Pinker is a starry-eyed optimist, and, you will ask yourself, what could possibly be wrong with that.

Well, examine Gryta’s presentation of Immelt’s failure at GE. Could it all have been produced by an optimism that purposefully blinded itself to company problems? Was it produced by a relentless positivity that resembles the mindlessly absurd self-esteem movement? Or did Immelt lead his ship straight into an iceberg because he thought it was all theatre?

Gryta explains:

GE’s precipitous fall, following years of treading water while the overall economy grew, was exacerbated, some insiders say, by what they call “success theater.” Mr. Immelt and his top deputies projected an optimism about GE’s business and its future that didn’t always match the reality of its operations or its markets, according to more than a dozen current and former executives, investors and people close to the company.

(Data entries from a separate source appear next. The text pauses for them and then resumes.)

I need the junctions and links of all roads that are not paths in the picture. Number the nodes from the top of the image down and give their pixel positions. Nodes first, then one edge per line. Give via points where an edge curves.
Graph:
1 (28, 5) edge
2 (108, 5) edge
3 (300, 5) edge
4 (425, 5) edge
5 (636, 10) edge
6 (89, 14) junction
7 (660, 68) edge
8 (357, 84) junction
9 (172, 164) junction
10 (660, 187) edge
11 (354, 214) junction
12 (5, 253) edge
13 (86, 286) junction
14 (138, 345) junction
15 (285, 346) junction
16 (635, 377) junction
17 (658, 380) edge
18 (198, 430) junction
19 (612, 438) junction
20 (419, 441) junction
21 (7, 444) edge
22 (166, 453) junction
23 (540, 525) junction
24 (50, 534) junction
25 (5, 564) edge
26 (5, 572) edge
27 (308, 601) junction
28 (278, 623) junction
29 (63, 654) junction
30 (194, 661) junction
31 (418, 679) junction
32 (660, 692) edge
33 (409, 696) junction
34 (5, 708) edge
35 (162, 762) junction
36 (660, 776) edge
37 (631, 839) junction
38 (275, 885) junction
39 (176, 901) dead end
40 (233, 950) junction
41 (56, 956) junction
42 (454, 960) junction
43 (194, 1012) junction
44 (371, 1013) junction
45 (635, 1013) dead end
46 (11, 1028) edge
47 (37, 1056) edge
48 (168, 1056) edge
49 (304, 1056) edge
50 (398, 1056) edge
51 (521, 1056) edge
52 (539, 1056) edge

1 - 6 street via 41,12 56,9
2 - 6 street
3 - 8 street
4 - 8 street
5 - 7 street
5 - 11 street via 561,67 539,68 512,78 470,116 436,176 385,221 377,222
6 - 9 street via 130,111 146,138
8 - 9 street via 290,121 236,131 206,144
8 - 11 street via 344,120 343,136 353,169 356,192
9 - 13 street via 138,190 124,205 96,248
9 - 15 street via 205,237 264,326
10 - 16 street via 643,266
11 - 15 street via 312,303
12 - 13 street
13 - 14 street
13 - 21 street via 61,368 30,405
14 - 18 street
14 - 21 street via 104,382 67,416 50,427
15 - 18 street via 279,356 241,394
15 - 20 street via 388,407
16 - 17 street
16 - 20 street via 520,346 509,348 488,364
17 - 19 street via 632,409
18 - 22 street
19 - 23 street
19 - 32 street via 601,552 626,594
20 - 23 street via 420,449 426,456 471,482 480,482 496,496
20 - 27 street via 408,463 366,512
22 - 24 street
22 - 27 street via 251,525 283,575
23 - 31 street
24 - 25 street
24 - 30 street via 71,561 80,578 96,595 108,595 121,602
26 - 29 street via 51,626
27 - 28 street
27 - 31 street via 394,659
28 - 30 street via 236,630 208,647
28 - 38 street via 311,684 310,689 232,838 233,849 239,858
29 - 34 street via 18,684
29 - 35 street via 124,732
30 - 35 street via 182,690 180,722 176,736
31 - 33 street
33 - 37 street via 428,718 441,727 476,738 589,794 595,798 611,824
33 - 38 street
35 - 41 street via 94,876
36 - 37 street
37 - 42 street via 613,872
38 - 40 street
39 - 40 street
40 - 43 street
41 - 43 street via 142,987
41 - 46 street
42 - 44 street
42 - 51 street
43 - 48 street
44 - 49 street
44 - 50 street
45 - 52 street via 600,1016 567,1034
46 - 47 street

This culture of confidence trickled down the ranks and even affected how those gunning to succeed Mr. Immelt ran their business units, some of these people said, with consequences that included unreachable financial targets, mistimed bets on markets and sometimes poor decisions on how to deploy cash.

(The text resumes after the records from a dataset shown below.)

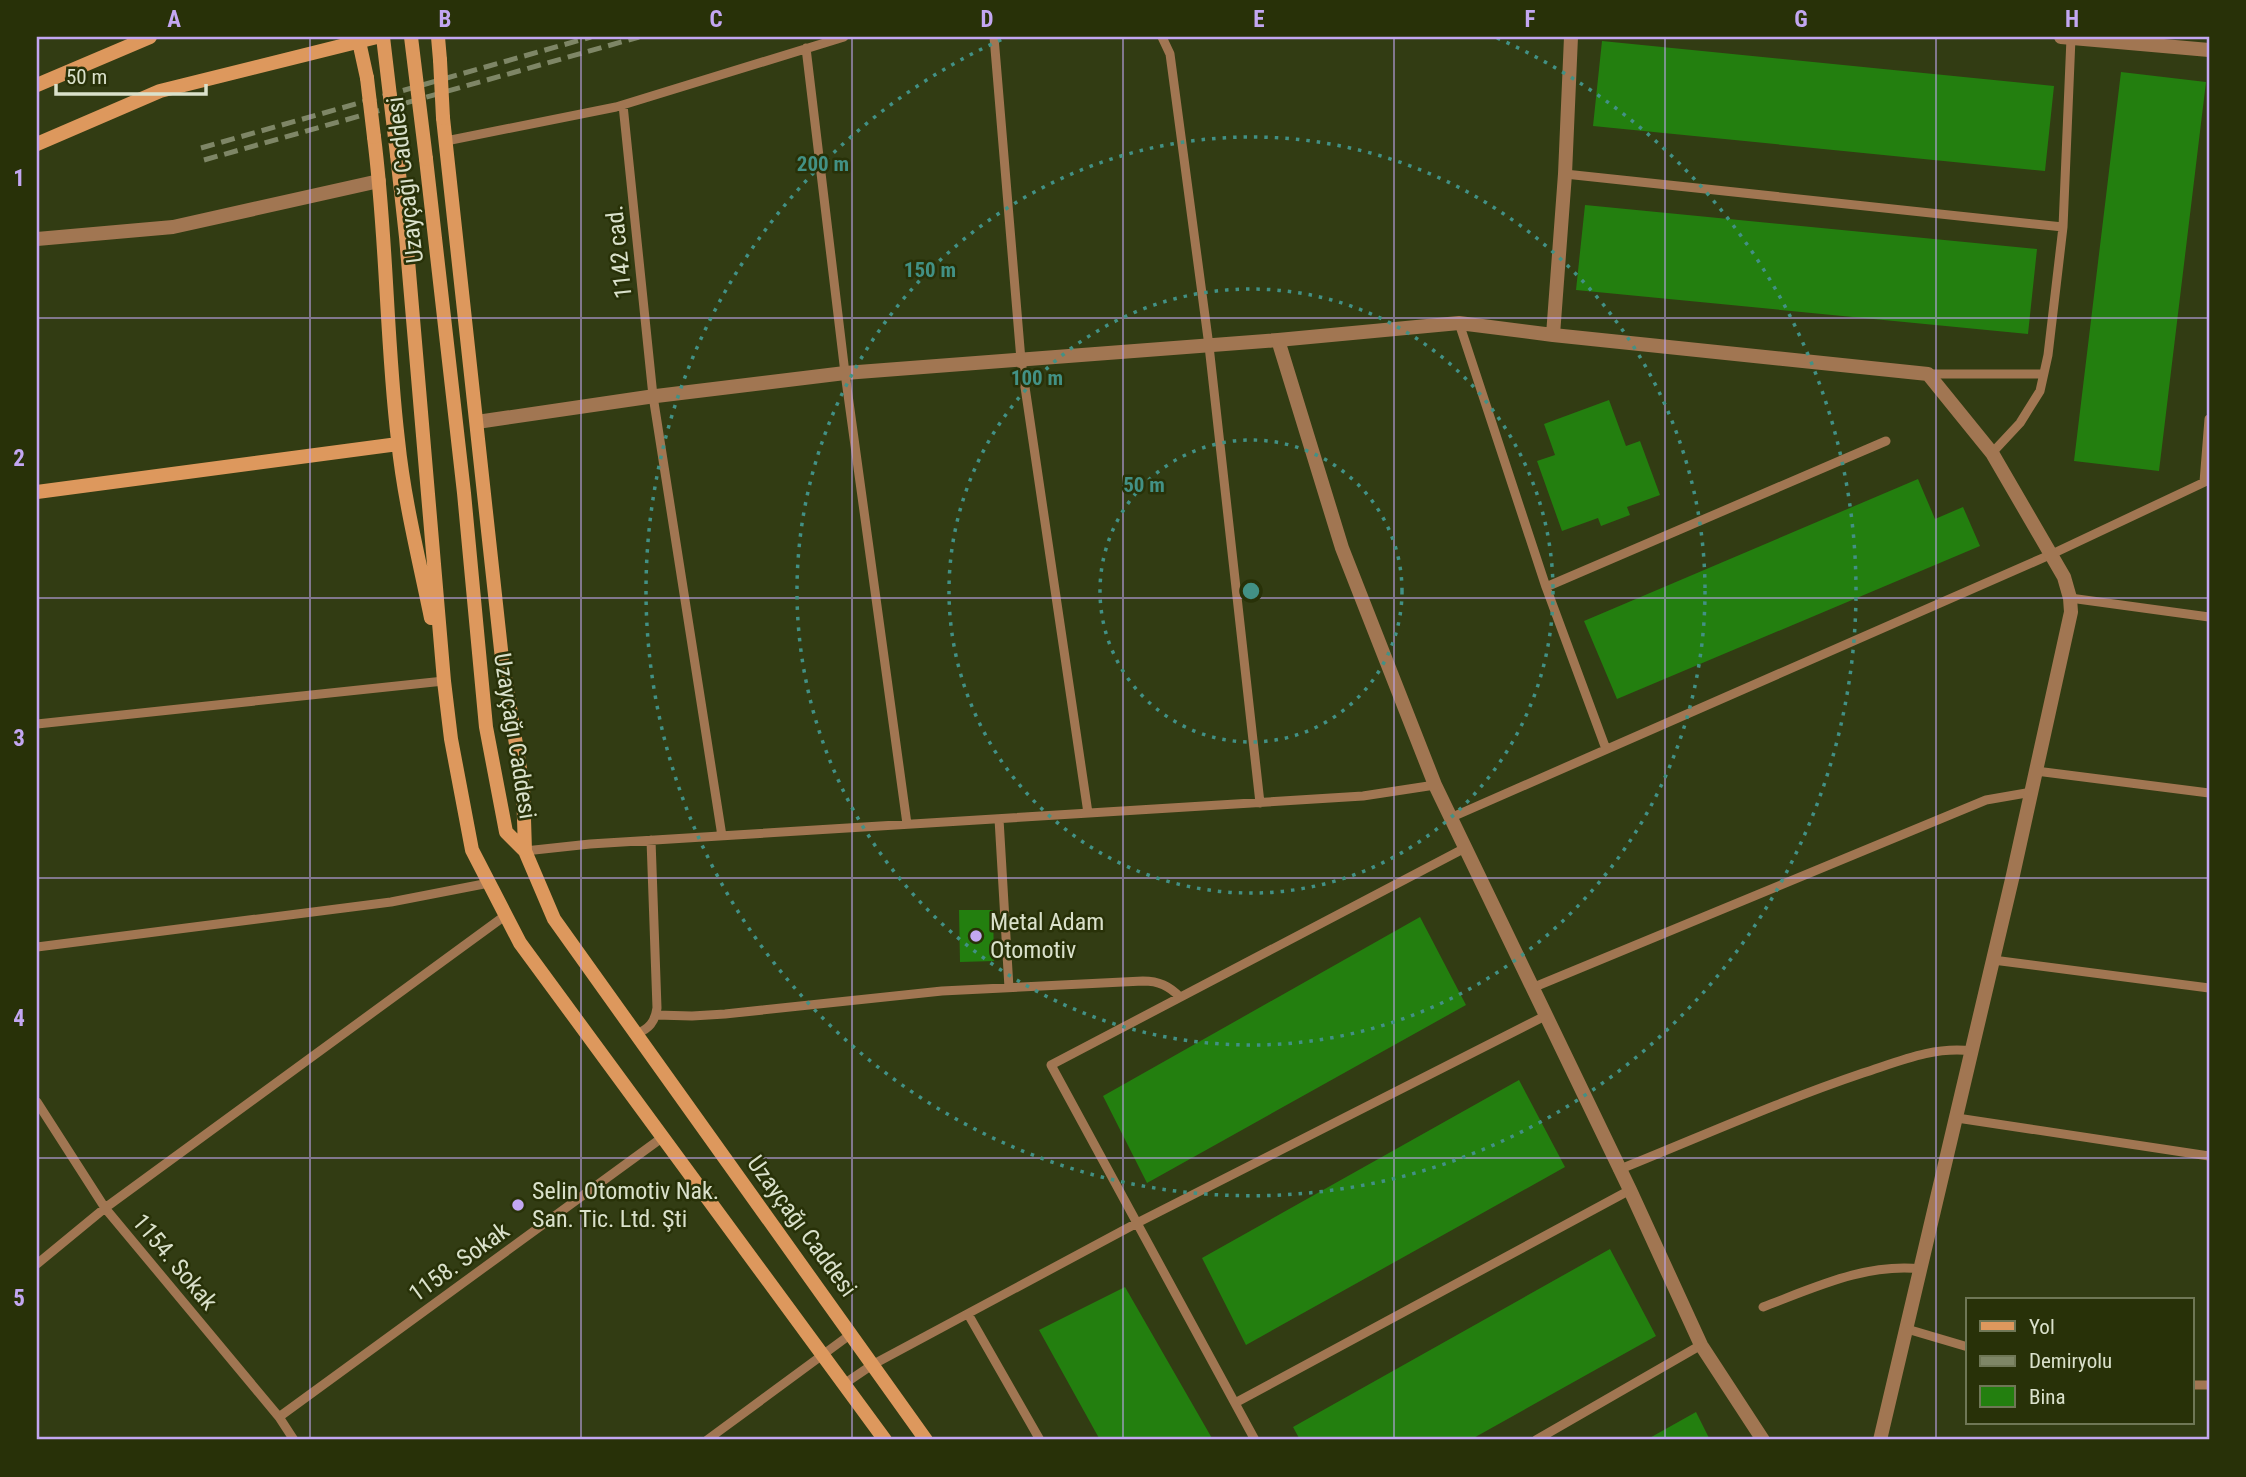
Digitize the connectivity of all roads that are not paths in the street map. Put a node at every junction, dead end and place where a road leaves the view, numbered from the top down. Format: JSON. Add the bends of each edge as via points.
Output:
{"nodes":[{"id":1,"x":377,"y":37,"type":"edge"},
{"id":2,"x":383,"y":37,"type":"edge"},
{"id":3,"x":411,"y":37,"type":"edge"},
{"id":4,"x":438,"y":37,"type":"edge"},
{"id":5,"x":844,"y":37,"type":"edge"},
{"id":6,"x":994,"y":37,"type":"edge"},
{"id":7,"x":1162,"y":37,"type":"edge"},
{"id":8,"x":1571,"y":37,"type":"edge"},
{"id":9,"x":2061,"y":37,"type":"edge"},
{"id":10,"x":142,"y":38,"type":"edge"},
{"id":11,"x":2071,"y":38,"type":"edge"},
{"id":12,"x":358,"y":39,"type":"edge"},
{"id":13,"x":806,"y":48,"type":"junction"},
{"id":14,"x":2209,"y":50,"type":"edge"},
{"id":15,"x":37,"y":85,"type":"edge"},
{"id":16,"x":623,"y":104,"type":"junction"},
{"id":17,"x":446,"y":141,"type":"junction"},
{"id":18,"x":37,"y":144,"type":"edge"},
{"id":19,"x":1565,"y":174,"type":"junction"},
{"id":20,"x":379,"y":181,"type":"junction"},
{"id":21,"x":2063,"y":227,"type":"junction"},
{"id":22,"x":37,"y":239,"type":"edge"},
{"id":23,"x":1459,"y":323,"type":"junction"},
{"id":24,"x":1553,"y":335,"type":"junction"},
{"id":25,"x":1278,"y":340,"type":"junction"},
{"id":26,"x":1209,"y":346,"type":"junction"},
{"id":27,"x":1021,"y":360,"type":"junction"},
{"id":28,"x":845,"y":373,"type":"junction"},
{"id":29,"x":1928,"y":374,"type":"junction"},
{"id":30,"x":2043,"y":374,"type":"junction"},
{"id":31,"x":653,"y":396,"type":"junction"},
{"id":32,"x":2209,"y":419,"type":"edge"},
{"id":33,"x":477,"y":422,"type":"junction"},
{"id":34,"x":1886,"y":441,"type":"dead end"},
{"id":35,"x":398,"y":444,"type":"junction"},
{"id":36,"x":1992,"y":453,"type":"junction"},
{"id":37,"x":2207,"y":481,"type":"edge"},
{"id":38,"x":37,"y":492,"type":"edge"},
{"id":39,"x":2052,"y":554,"type":"junction"},
{"id":40,"x":1546,"y":587,"type":"junction"},
{"id":41,"x":2070,"y":598,"type":"junction"},
{"id":42,"x":2209,"y":617,"type":"edge"},
{"id":43,"x":444,"y":681,"type":"junction"},
{"id":44,"x":37,"y":724,"type":"edge"},
{"id":45,"x":1606,"y":750,"type":"junction"},
{"id":46,"x":2036,"y":771,"type":"junction"},
{"id":47,"x":1435,"y":785,"type":"junction"},
{"id":48,"x":2032,"y":792,"type":"junction"},
{"id":49,"x":2209,"y":793,"type":"edge"},
{"id":50,"x":1260,"y":803,"type":"junction"},
{"id":51,"x":1088,"y":813,"type":"junction"},
{"id":52,"x":1450,"y":818,"type":"junction"},
{"id":53,"x":999,"y":819,"type":"junction"},
{"id":54,"x":906,"y":824,"type":"junction"},
{"id":55,"x":722,"y":836,"type":"junction"},
{"id":56,"x":650,"y":841,"type":"junction"},
{"id":57,"x":1465,"y":848,"type":"junction"},
{"id":58,"x":525,"y":851,"type":"junction"},
{"id":59,"x":489,"y":883,"type":"junction"},
{"id":60,"x":506,"y":915,"type":"junction"},
{"id":61,"x":37,"y":947,"type":"edge"},
{"id":62,"x":1993,"y":960,"type":"junction"},
{"id":63,"x":1009,"y":988,"type":"junction"},
{"id":64,"x":1532,"y":988,"type":"junction"},
{"id":65,"x":2209,"y":988,"type":"edge"},
{"id":66,"x":1180,"y":997,"type":"junction"},
{"id":67,"x":656,"y":1015,"type":"junction"},
{"id":68,"x":1545,"y":1016,"type":"junction"},
{"id":69,"x":636,"y":1034,"type":"junction"},
{"id":70,"x":1972,"y":1051,"type":"junction"},
{"id":71,"x":37,"y":1102,"type":"edge"},
{"id":72,"x":1957,"y":1118,"type":"junction"},
{"id":73,"x":663,"y":1137,"type":"junction"},
{"id":74,"x":2209,"y":1156,"type":"edge"},
{"id":75,"x":1618,"y":1170,"type":"junction"},
{"id":76,"x":1630,"y":1190,"type":"junction"},
{"id":77,"x":105,"y":1208,"type":"junction"},
{"id":78,"x":1137,"y":1223,"type":"junction"},
{"id":79,"x":37,"y":1264,"type":"edge"},
{"id":80,"x":1921,"y":1269,"type":"junction"},
{"id":81,"x":1763,"y":1307,"type":"dead end"},
{"id":82,"x":968,"y":1314,"type":"junction"},
{"id":83,"x":1907,"y":1329,"type":"junction"},
{"id":84,"x":851,"y":1334,"type":"junction"},
{"id":85,"x":1701,"y":1345,"type":"junction"},
{"id":86,"x":1966,"y":1346,"type":"edge"},
{"id":87,"x":822,"y":1355,"type":"junction"},
{"id":88,"x":872,"y":1365,"type":"junction"},
{"id":89,"x":844,"y":1384,"type":"junction"},
{"id":90,"x":1235,"y":1403,"type":"junction"},
{"id":91,"x":279,"y":1417,"type":"junction"},
{"id":92,"x":294,"y":1440,"type":"edge"},
{"id":93,"x":707,"y":1440,"type":"edge"},
{"id":94,"x":885,"y":1440,"type":"edge"},
{"id":95,"x":926,"y":1440,"type":"edge"},
{"id":96,"x":1040,"y":1440,"type":"edge"},
{"id":97,"x":1255,"y":1440,"type":"edge"},
{"id":98,"x":1536,"y":1440,"type":"edge"},
{"id":99,"x":1763,"y":1440,"type":"edge"},
{"id":100,"x":1880,"y":1440,"type":"edge"}],
"edges":[{"from":1,"to":12,"type":"main road"},
{"from":2,"to":43,"type":"main road","name":"Uzayçağı Caddesi","bridge":true,"via":[[409,265]]},
{"from":3,"to":58,"type":"main road","name":"Uzayçağı Caddesi","bridge":true,"via":[[486,727],[506,832]]},
{"from":4,"to":17,"type":"main road","bridge":true},
{"from":5,"to":13,"type":"lane"},
{"from":6,"to":27,"type":"lane"},
{"from":7,"to":26,"type":"lane","via":[[1170,54]]},
{"from":8,"to":19,"type":"street"},
{"from":9,"to":11,"type":"street"},
{"from":10,"to":15,"type":"main road"},
{"from":11,"to":14,"type":"street"},
{"from":11,"to":21,"type":"lane"},
{"from":12,"to":18,"type":"main road","via":[[160,91]]},
{"from":12,"to":20,"type":"main road","bridge":true},
{"from":13,"to":16,"type":"lane"},
{"from":13,"to":28,"type":"lane"},
{"from":16,"to":17,"type":"lane"},
{"from":16,"to":31,"type":"lane","name":"1142 cad."},
{"from":17,"to":33,"type":"main road"},
{"from":19,"to":21,"type":"lane"},
{"from":19,"to":24,"type":"street"},
{"from":20,"to":22,"type":"street","via":[[173,227]]},
{"from":20,"to":35,"type":"main road"},
{"from":21,"to":30,"type":"lane"},
{"from":23,"to":24,"type":"street"},
{"from":23,"to":25,"type":"street"},
{"from":23,"to":40,"type":"lane"},
{"from":24,"to":29,"type":"street"},
{"from":25,"to":26,"type":"street"},
{"from":25,"to":47,"type":"street","via":[[1342,548]]},
{"from":26,"to":27,"type":"street"},
{"from":26,"to":50,"type":"lane"},
{"from":27,"to":28,"type":"street"},
{"from":27,"to":51,"type":"lane"},
{"from":28,"to":31,"type":"street"},
{"from":28,"to":54,"type":"lane"},
{"from":29,"to":30,"type":"lane"},
{"from":29,"to":36,"type":"street"},
{"from":30,"to":36,"type":"lane","via":[[2040,391],[2020,423]]},
{"from":31,"to":33,"type":"street"},
{"from":31,"to":55,"type":"lane","name":"1142 cad."},
{"from":32,"to":37,"type":"lane"},
{"from":33,"to":58,"type":"main road","via":[[502,659],[523,787]]},
{"from":34,"to":40,"type":"lane"},
{"from":35,"to":38,"type":"main road"},
{"from":35,"to":43,"type":"main road"},
{"from":36,"to":39,"type":"street"},
{"from":37,"to":39,"type":"lane"},
{"from":39,"to":41,"type":"street"},
{"from":39,"to":45,"type":"lane"},
{"from":40,"to":45,"type":"lane"},
{"from":41,"to":42,"type":"lane"},
{"from":41,"to":46,"type":"street","via":[[2069,626]]},
{"from":43,"to":44,"type":"lane"},
{"from":43,"to":59,"type":"main road","name":"Uzayçağı Caddesi","via":[[472,850]]},
{"from":45,"to":52,"type":"lane"},
{"from":46,"to":48,"type":"street"},
{"from":46,"to":49,"type":"lane"},
{"from":47,"to":50,"type":"lane","via":[[1363,796]]},
{"from":47,"to":52,"type":"street"},
{"from":48,"to":62,"type":"street"},
{"from":48,"to":64,"type":"lane","via":[[1986,800]]},
{"from":50,"to":51,"type":"lane"},
{"from":51,"to":53,"type":"lane"},
{"from":52,"to":57,"type":"street"},
{"from":53,"to":54,"type":"lane"},
{"from":53,"to":63,"type":"lane"},
{"from":54,"to":55,"type":"lane"},
{"from":55,"to":56,"type":"lane"},
{"from":56,"to":58,"type":"lane"},
{"from":56,"to":67,"type":"lane"},
{"from":57,"to":64,"type":"street"},
{"from":57,"to":66,"type":"lane"},
{"from":58,"to":69,"type":"main road","name":"Uzayçağı Caddesi","via":[[554,919]]},
{"from":59,"to":60,"type":"main road","name":"Uzayçağı Caddesi"},
{"from":59,"to":61,"type":"lane","via":[[391,902]]},
{"from":60,"to":73,"type":"main road","name":"Uzayçağı Caddesi","via":[[520,943]]},
{"from":60,"to":77,"type":"lane"},
{"from":62,"to":65,"type":"lane"},
{"from":62,"to":70,"type":"street"},
{"from":63,"to":66,"type":"lane","via":[[1152,981]]},
{"from":63,"to":67,"type":"lane","via":[[692,1016]]},
{"from":64,"to":68,"type":"street"},
{"from":66,"to":78,"type":"lane","via":[[1051,1065]]},
{"from":67,"to":69,"type":"lane","via":[[649,1027]]},
{"from":68,"to":75,"type":"street"},
{"from":68,"to":78,"type":"lane"},
{"from":69,"to":84,"type":"main road","name":"Uzayçağı Caddesi"},
{"from":70,"to":72,"type":"street"},
{"from":70,"to":75,"type":"lane","via":[[1927,1052],[1800,1094]]},
{"from":71,"to":77,"type":"lane","name":"1154. Sokak"},
{"from":72,"to":74,"type":"lane"},
{"from":72,"to":80,"type":"street"},
{"from":73,"to":87,"type":"main road","name":"Uzayçağı Caddesi"},
{"from":73,"to":91,"type":"lane","name":"1158. Sokak"},
{"from":75,"to":76,"type":"street"},
{"from":76,"to":85,"type":"street"},
{"from":76,"to":90,"type":"lane"},
{"from":77,"to":79,"type":"lane"},
{"from":77,"to":91,"type":"lane","name":"1154. Sokak"},
{"from":78,"to":82,"type":"lane"},
{"from":78,"to":90,"type":"lane"},
{"from":80,"to":81,"type":"lane","via":[[1862,1272]]},
{"from":80,"to":83,"type":"street"},
{"from":82,"to":88,"type":"lane"},
{"from":82,"to":96,"type":"lane"},
{"from":83,"to":86,"type":"lane"},
{"from":83,"to":100,"type":"street"},
{"from":84,"to":87,"type":"lane"},
{"from":84,"to":88,"type":"main road","name":"Uzayçağı Caddesi"},
{"from":85,"to":98,"type":"lane"},
{"from":85,"to":99,"type":"street"},
{"from":87,"to":89,"type":"main road","name":"Uzayçağı Caddesi"},
{"from":87,"to":93,"type":"lane"},
{"from":88,"to":89,"type":"lane"},
{"from":88,"to":95,"type":"main road","name":"Uzayçağı Caddesi"},
{"from":89,"to":94,"type":"main road","name":"Uzayçağı Caddesi"},
{"from":90,"to":97,"type":"lane"},
{"from":91,"to":92,"type":"lane","name":"1154. Sokak"}]}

The history of GE is to selectively only provide positive information,” said Deutsche Bank analyst John Inch, who has a “sell” rating on the stock. “There is a credibility gap between what they say and the reality of what is to come.”

Of course, Immelt has his defenders. And yet, Grypta notes, excessive optimism caused him to overpay for shares of GE stock:

… Mr. Immelt didn’t like hearing bad news, said several executives who worked with him, and didn’t like delivering bad news, either. He wanted people to make their sales and financial targets and thought he could make the numbers, too, they said.

The optimism was evident in how Mr. Immelt and the board used the company’s cash. Over the past three years, GE spent more than $29 billion on share repurchases, at an average price of almost $30, about twice the current level. That included billions of dollars spent less than a year before GE suddenly found itself strapped for cash last fall.

How did the stock do during his tenure?

Instead, at Mr. Immelt’s retirement in August the stock was below its level when he took over 16 years earlier. Including dividends, GE gained 8% with Mr. Immelt at the helm, while the S&P 500 rose 214%. Since he stepped down, the stock has lost about 43%, erasing almost $94 billion in market value. 

As I said, I am hardly an expert on GE or on the Immelt management style. Yet, is seems to embody the kind of Panglossian positive psychology that drowns the world in optimism and blinds us to dangers and risks.

4 comments:

dda6ga dda6ga said...

But look on the bright side, he was and maybe still is one of Obama's best buds..

sestamibi said...

I bought 200 shares at 8.83. If I bail now, I can still make a good profit.

Jordan Henderson said...

Ironically, seeing as GE had no realistic plan for improving profitability, buying up stick was perhaps the best thing Immelt could do for his bosses, the shareholders, during this period. This possibly supported the share price better than anything else they attempted.

Ares Olympus said...
This comment has been removed by a blog administrator.